-- REQUIREMENT --
Without including any pictures, write out the data below exactly.

[Saved entries]

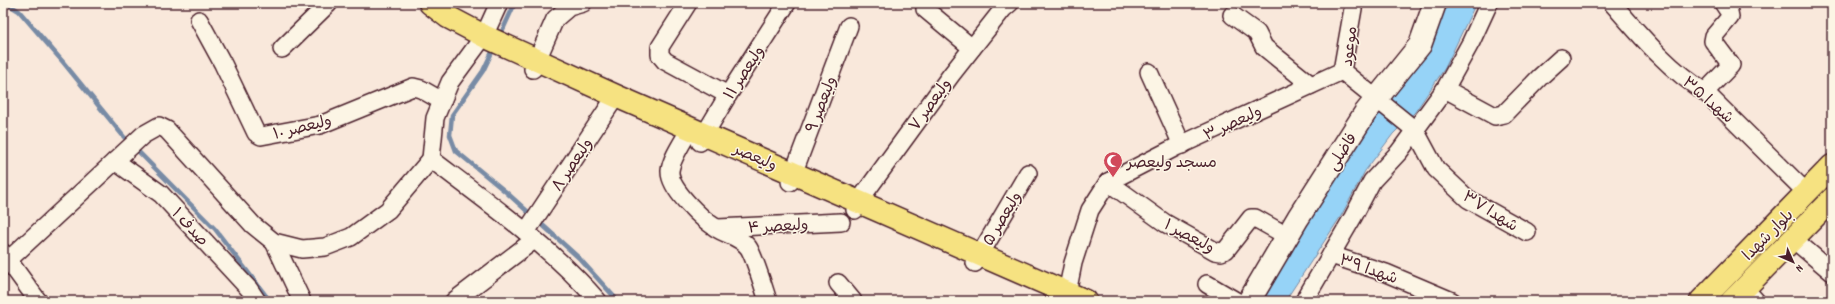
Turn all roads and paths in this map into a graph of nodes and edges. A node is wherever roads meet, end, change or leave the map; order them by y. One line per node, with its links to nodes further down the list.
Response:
1 (329, 3): 20 (street)
2 (413, 3): 18 (main road, ولیعصر)
3 (430, 3): 18 (main road, ولیعصر)
4 (499, 3): 18 (street)
5 (582, 3): 22 (street)
6 (688, 3): 28 (street)
7 (787, 3): 28 (street, ولیعصر ۱۱)
8 (925, 3): 19 (street)
9 (1010, 3): 19 (street, ولیعصر ۷)
10 (1354, 3): 23 (street, موعود)
11 (1435, 3): 29 (main road, فاضلی)
12 (1489, 3): 26 (street)
13 (1612, 3): 27 (street, شهدا ۳۵)
14 (1723, 3): 27 (street)
15 (1232, 15): 25 (street)
16 (198, 20): 30 (street, ولیعصر ۱۰)
17 (849, 26): 39 (street, ولیعصر ۹)
18 (490, 44): 22 (main road, ولیعصر); 30 (street)
19 (972, 48): 43 (street, ولیعصر ۷)
20 (282, 49)
21 (1561, 58): 26 (street)
22 (535, 64): 31 (main road, ولیعصر)
23 (1342, 71): 25 (street, ولیعصر ۳); 29 (street, موعود)
24 (1149, 72): 34 (street)
25 (1311, 85): 34 (street, ولیعصر ۳)
26 (1445, 89): 32 (street)
27 (1705, 92): 41 (street, شهدا ۳۵)
28 (728, 95): 33 (street, ولیعصر ۱۱)
29 (1377, 99): 32 (street, موعود); 47 (main road, فاضلی)
30 (442, 100): 36 (street)
31 (614, 100): 33 (main road, ولیعصر); 46 (street, ولیعصر ۸)
32 (1415, 130): 45 (street, شهدا ۳۷); 50 (street)
33 (695, 134): 39 (main road, ولیعصر); 44 (street, ولیعصر ۱۱)
34 (1182, 145): 40 (street, ولیعصر ۳)
35 (120, 157): 49 (street); 52 (street); 60 (street, صدف ۱)
36 (431, 160): 46 (street); 49 (street)
37 (1832, 166): 41 (main road, بلوار شهدا)
38 (1028, 173): 51 (street, ولیعصر ۵)
39 (792, 177): 43 (main road, ولیعصر)
40 (1108, 182): 47 (street, ولیعصر ۱); 57 (street)
41 (1807, 193): 69 (main road, بلوار شهدا)
42 (1832, 199): 48 (main road, بلوار شهدا)
43 (852, 211): 44 (street, ولیعصر ۴); 51 (main road, ولیعصر)
44 (715, 228): 64 (street, ولیعصر ۱۱)
45 (1527, 232)
46 (530, 233): 62 (street, ولیعصر ۸); 63 (street)
47 (1287, 236): 67 (main road, فاضلی)
48 (1793, 239): 53 (street); 56 (main road, بلوار شهدا)
49 (274, 242): 61 (street)
50 (1331, 255): 58 (street); 68 (street, شهدا ۳۹)
51 (977, 258): 57 (main road, ولیعصر)
52 (5, 259): 59 (street)
53 (1832, 272)
54 (838, 283): 65 (street)
55 (1207, 284): 66 (street)
56 (1744, 297)
57 (1070, 299)
58 (1309, 299)
59 (38, 301)
60 (257, 301)
61 (302, 301)
62 (454, 301)
63 (597, 301)
64 (768, 301)
65 (853, 301)
66 (1236, 301)
67 (1249, 301)
68 (1452, 301)
69 (1701, 301)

-- RESPONSE FOR THIS EXERCISE --
Turn all roads and paths in this map into a graph of nodes and edges. A node is wherever roads meet, end, change or leave the map; order them by y. One line per node, with its links to nodes further down the list.
Response:
1 (329, 3): 20 (street)
2 (413, 3): 18 (main road, ولیعصر)
3 (430, 3): 18 (main road, ولیعصر)
4 (499, 3): 18 (street)
5 (582, 3): 22 (street)
6 (688, 3): 28 (street)
7 (787, 3): 28 (street, ولیعصر ۱۱)
8 (925, 3): 19 (street)
9 (1010, 3): 19 (street, ولیعصر ۷)
10 (1354, 3): 23 (street, موعود)
11 (1435, 3): 29 (main road, فاضلی)
12 (1489, 3): 26 (street)
13 (1612, 3): 27 (street, شهدا ۳۵)
14 (1723, 3): 27 (street)
15 (1232, 15): 25 (street)
16 (198, 20): 30 (street, ولیعصر ۱۰)
17 (849, 26): 39 (street, ولیعصر ۹)
18 (490, 44): 22 (main road, ولیعصر); 30 (street)
19 (972, 48): 43 (street, ولیعصر ۷)
20 (282, 49)
21 (1561, 58): 26 (street)
22 (535, 64): 31 (main road, ولیعصر)
23 (1342, 71): 25 (street, ولیعصر ۳); 29 (street, موعود)
24 (1149, 72): 34 (street)
25 (1311, 85): 34 (street, ولیعصر ۳)
26 (1445, 89): 32 (street)
27 (1705, 92): 41 (street, شهدا ۳۵)
28 (728, 95): 33 (street, ولیعصر ۱۱)
29 (1377, 99): 32 (street, موعود); 47 (main road, فاضلی)
30 (442, 100): 36 (street)
31 (614, 100): 33 (main road, ولیعصر); 46 (street, ولیعصر ۸)
32 (1415, 130): 45 (street, شهدا ۳۷); 50 (street)
33 (695, 134): 39 (main road, ولیعصر); 44 (street, ولیعصر ۱۱)
34 (1182, 145): 40 (street, ولیعصر ۳)
35 (120, 157): 49 (street); 52 (street); 60 (street, صدف ۱)
36 (431, 160): 46 (street); 49 (street)
37 (1832, 166): 41 (main road, بلوار شهدا)
38 (1028, 173): 51 (street, ولیعصر ۵)
39 (792, 177): 43 (main road, ولیعصر)
40 (1108, 182): 47 (street, ولیعصر ۱); 57 (street)
41 (1807, 193): 69 (main road, بلوار شهدا)
42 (1832, 199): 48 (main road, بلوار شهدا)
43 (852, 211): 44 (street, ولیعصر ۴); 51 (main road, ولیعصر)
44 (715, 228): 64 (street, ولیعصر ۱۱)
45 (1527, 232)
46 (530, 233): 62 (street, ولیعصر ۸); 63 (street)
47 (1287, 236): 67 (main road, فاضلی)
48 (1793, 239): 53 (street); 56 (main road, بلوار شهدا)
49 (274, 242): 61 (street)
50 (1331, 255): 58 (street); 68 (street, شهدا ۳۹)
51 (977, 258): 57 (main road, ولیعصر)
52 (5, 259): 59 (street)
53 (1832, 272)
54 (838, 283): 65 (street)
55 (1207, 284): 66 (street)
56 (1744, 297)
57 (1070, 299)
58 (1309, 299)
59 (38, 301)
60 (257, 301)
61 (302, 301)
62 (454, 301)
63 (597, 301)
64 (768, 301)
65 (853, 301)
66 (1236, 301)
67 (1249, 301)
68 (1452, 301)
69 (1701, 301)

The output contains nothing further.